Senegalese weddings are quite interesting and with my limited language skills I did my best to observe the kaos. My sister Mouna (pictured to the right) has become one of my good friends and shares my fun and enthusiastic outlook on life. She attempted to explain the process of the ceremony.
Day 1: The day before the bride arrives, all the women get together to prepare food for the upcoming festivities. I have unofficially named it the “pounding party” because it is a lot of women laughing, chatting, and pounding. . My site mate, Cara, and I joined in on the fun; but found our lack of arm strength and inability to keep a beat resulted in entertainment for the party. It’s amazing how harmoniously the rhythm of pounding sounds. I am convinced someone should make a music video of it. ( I did make a video but it takes so long to upload! )
Day 2: Along with continuing to prepare food, this day initiates the start of a never-ending dance party. Don’t ask me why, but they start dancing to the drums mid afternoon when it is hotter than you can even imagine. They dance to the drums in front of the house and in the room where the bride will stay. I think to create good energy! As the day moves along everyone slowly finds their way to the house of the groom and future bride. The men and women socialize separately and eat Cheb or Lacherie. (Or if you are me, you eat both). When the sun gets cooler, they set up a generator for cheesy DJ music. The dancing continues until about 10 or 11pm when the bride finally arrives on a bus with her family. The men of both families get together and talk. It consists of lots of shouting. My guess is they are negotiating the bride price or something to that extent. While this is happening, the bride accompanined by the women of her family sit and wait. The bride wears white and her face is hidden behind a thick and lacy material. I wanted to take a picture, but I did not get a chance. After the negotiation finishes they take the bride to her room. She stays there with the women of her family while the dancing continues until 3 or 4 in the morning.
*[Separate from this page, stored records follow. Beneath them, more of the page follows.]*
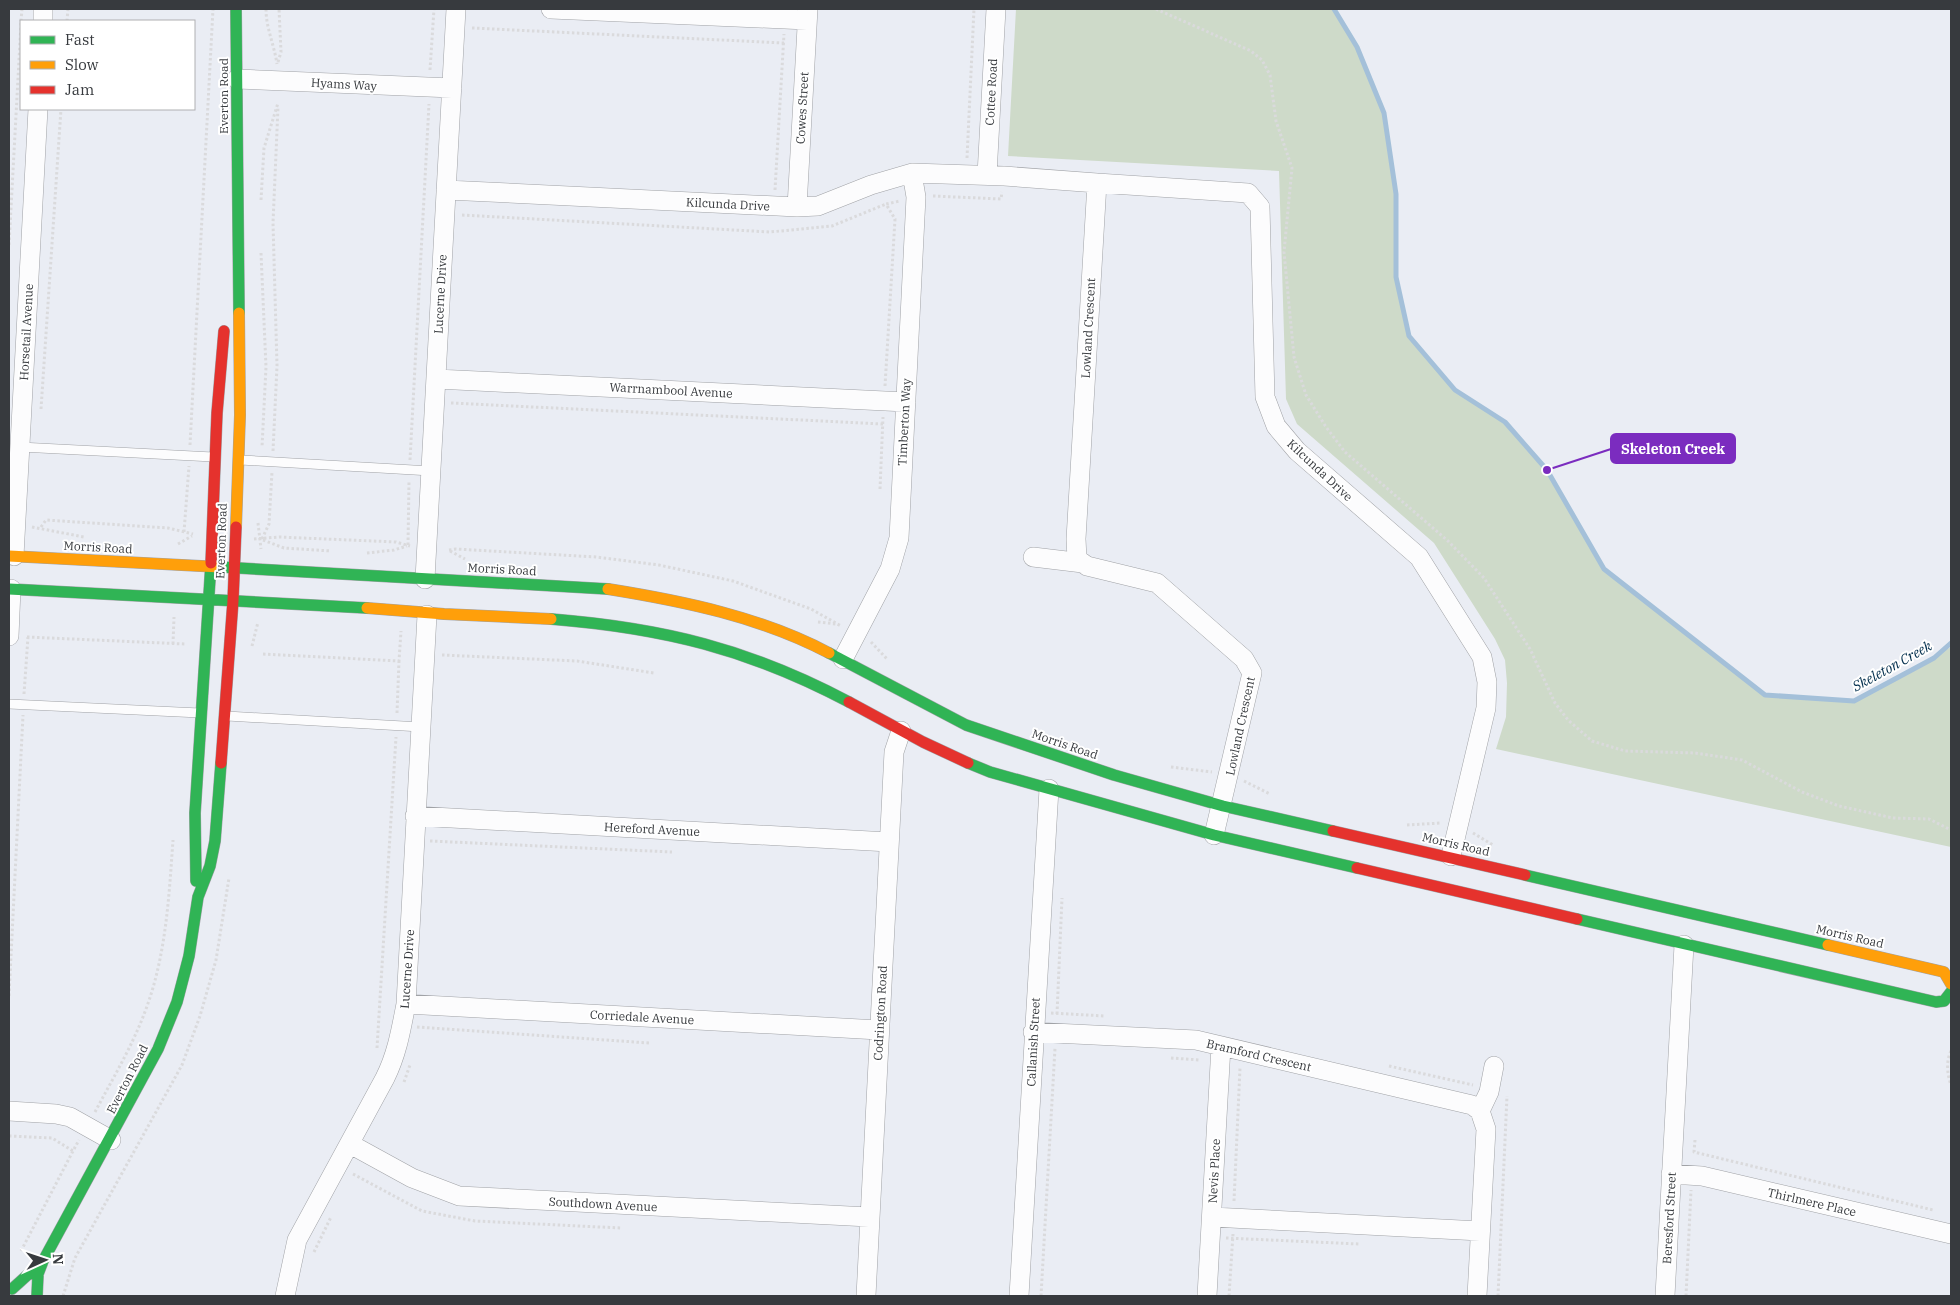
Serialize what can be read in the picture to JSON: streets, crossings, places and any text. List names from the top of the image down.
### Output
{
  "streets": {
    "street": [
      "Hyams Way",
      "Cottee Road",
      "Everton Road",
      "Cowes Street",
      "Kilcunda Drive",
      "Lucerne Drive",
      "Lowland Crescent",
      "Horsetail Avenue",
      "Warrnambool Avenue",
      "Timberton Way",
      "Morris Road",
      "Hereford Avenue",
      "Codrington Road",
      "Corriedale Avenue",
      "Callanish Street",
      "Bramford Crescent",
      "Nevis Place",
      "Thirlmere Place",
      "Southdown Avenue",
      "Beresford Street"
    ]
  },
  "crossings": [
    ["Hyams Way", "Everton Road"],
    ["Hyams Way", "Lucerne Drive"],
    ["Cottee Road", "Kilcunda Drive"],
    ["Everton Road", "Morris Road"],
    ["Cowes Street", "Kilcunda Drive"],
    ["Kilcunda Drive", "Lucerne Drive"],
    ["Kilcunda Drive", "Lowland Crescent"],
    ["Kilcunda Drive", "Timberton Way"],
    ["Kilcunda Drive", "Morris Road"],
    ["Lucerne Drive", "Warrnambool Avenue"],
    ["Lucerne Drive", "Morris Road"],
    ["Lucerne Drive", "Hereford Avenue"],
    ["Lucerne Drive", "Corriedale Avenue"],
    ["Lucerne Drive", "Southdown Avenue"],
    ["Lowland Crescent", "Morris Road"],
    ["Horsetail Avenue", "Morris Road"],
    ["Warrnambool Avenue", "Timberton Way"],
    ["Timberton Way", "Morris Road"],
    ["Hereford Avenue", "Codrington Road"],
    ["Codrington Road", "Corriedale Avenue"],
    ["Codrington Road", "Southdown Avenue"],
    ["Callanish Street", "Bramford Crescent"],
    ["Bramford Crescent", "Nevis Place"],
    ["Thirlmere Place", "Beresford Street"]
  ],
  "water": ["Skeleton Creek"],
  "places": ["Skeleton Creek"],
  "legend": ["Fast", "Slow", "Jam"],
  "north": "right"
}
Day 3: I was so tired from dancing all night that I only returned to greet people and eat lunch. This day is also spent dancing while the bride remains in the room. Finally that night she leaves the room to join her husband in their new hut. I didn’t stick around for this so I do not have too many details, but I am sure there will be plenty of more weddings. It was fun to actually look pretty for a day, though all my makeup sweated off as soon as I put it on.
The night of the third day, I experienced my first tropical African storm. It was so scary that I ended up sleeping in a room with my whole family. The wind was incredible and the thunder and lighting was unreal. The next morning I spent two hours cleaning all the debris and sweeping the 2 inch layer of dust out of my hut. Not to self : when family warns “there is a storm coming” shut and lock doors! Here is a picture I took right before the storm. It was pretty erie and I really love the lighting.
After the storm, I attended a baptism for my neighbor. It is customary to bring soap or money so I gave the mother soap and got to hold the baby. It was so tiny, only 3 days old. The way this ceremony works is all the men meet in the morning to decide on a proper name. In this case, he was given the name Ibrahima. Once this is decided, everyone hangs out and talks. (Akward times for the white person for I always seem to be the entertainment for the party) Anyways the day is spent eating and dancing.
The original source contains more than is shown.